We were informed we could climb the bell tower (101 steps) for six euros, so we bought tickets for that. We looked around the church, which was simple but solemn, and then we climbed the tower. It was split into various landings, and on each level was an exhibit. One was on how the church looked in every century from the 15th century and on. One was on a time capsule they found from around 1850 that was placed in the steeple (the current church congregation put their own time capsule in the steeple for future renovators). My favorite level was one of an artist who had drawn very simple drawings and watercolors based on sermons she’d heard. They were beautiful and effective (and in Latvian, which made the scripture references hard to read).
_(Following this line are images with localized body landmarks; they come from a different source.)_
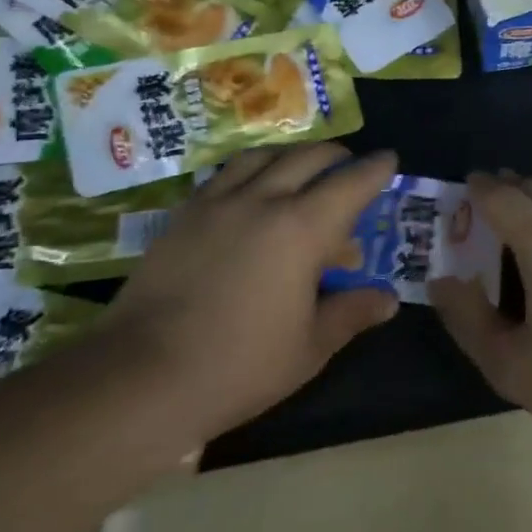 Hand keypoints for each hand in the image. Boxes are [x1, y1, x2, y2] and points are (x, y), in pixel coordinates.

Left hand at [108, 143, 400, 448]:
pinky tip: (250, 190)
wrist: (142, 376)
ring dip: (292, 155)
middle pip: (308, 158)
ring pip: (263, 157)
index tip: (389, 158)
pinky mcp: (184, 215)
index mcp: (302, 229)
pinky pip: (226, 174)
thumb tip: (388, 300)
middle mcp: (262, 200)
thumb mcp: (309, 347)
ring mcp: (218, 203)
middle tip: (350, 167)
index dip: (375, 169)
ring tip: (302, 168)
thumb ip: (351, 313)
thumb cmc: (239, 365)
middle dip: (337, 157)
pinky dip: (251, 169)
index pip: (351, 183) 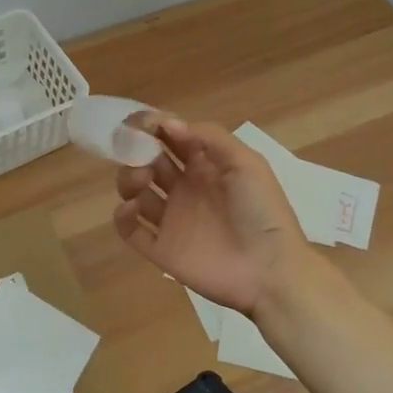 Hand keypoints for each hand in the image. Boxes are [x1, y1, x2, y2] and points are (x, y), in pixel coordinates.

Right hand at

As per normal, Meredith loved the views from the tower, and I was nervous. I added to that the concern the bell might ring (there were warnings that hearing damage could result). We stayed there long enough for Meredith to see out all eight windows and went back down. The bell didn’t ring.

On the way out, I mentioned to the young man at the desk how much I loved the art, and he pointed out that I could by postcards of some of the works, so I did. I saw he was reading in his (Latvian) Bible, so we started chatting. He has several friends in the US, and he collects different English translations of the Bible to compare to his Latvian one. He was the one who told us about the ideas festival, and we had fun chatting for about fifteen minutes.

We continued our walk, which took us to the main square of the town and Town Hall, before we headed into another small park with a pond and beautiful flowers. Here Mer and I finally got to try a see-saw that also rotates 360 degrees; we had seen ones in other parks. They are fun, if a little hard to get on and off of. The walk finished off back at the castle.

We decided to go home because the local Sigulda bobsleigh track was open for touring until 8:00, although the wheeled sled that you can take down the track stopped running at 5:00. Unfortunately, as we got just a little over three miles from our hotel on the major road, traffic came to a stop. After forty minutes of only going three tenths of a mile, I did a U-turn, and we went back to Ligatne for supper. It seemed much better than sitting unmoving in traffic; plus, we needed to use the bathroom.

Supper was lovely on a enclosed porch. The sun had finally come out to stay, and after supper, we walked some, going up a hill that overlooked the town, and then exploring along the fronts of caves locals had carved into the sandstone cliff in order to have cool food storage. We stopped at a couple of different overlooks for the fairly rain-full small river gushing along in front of the cliff, and then we came home.

So not too much went to plan today, and we have some tourism challenges coming up with the two-day holiday and some rain moving in. But today turned out well, so we have every reason to think we’ll still have a good time.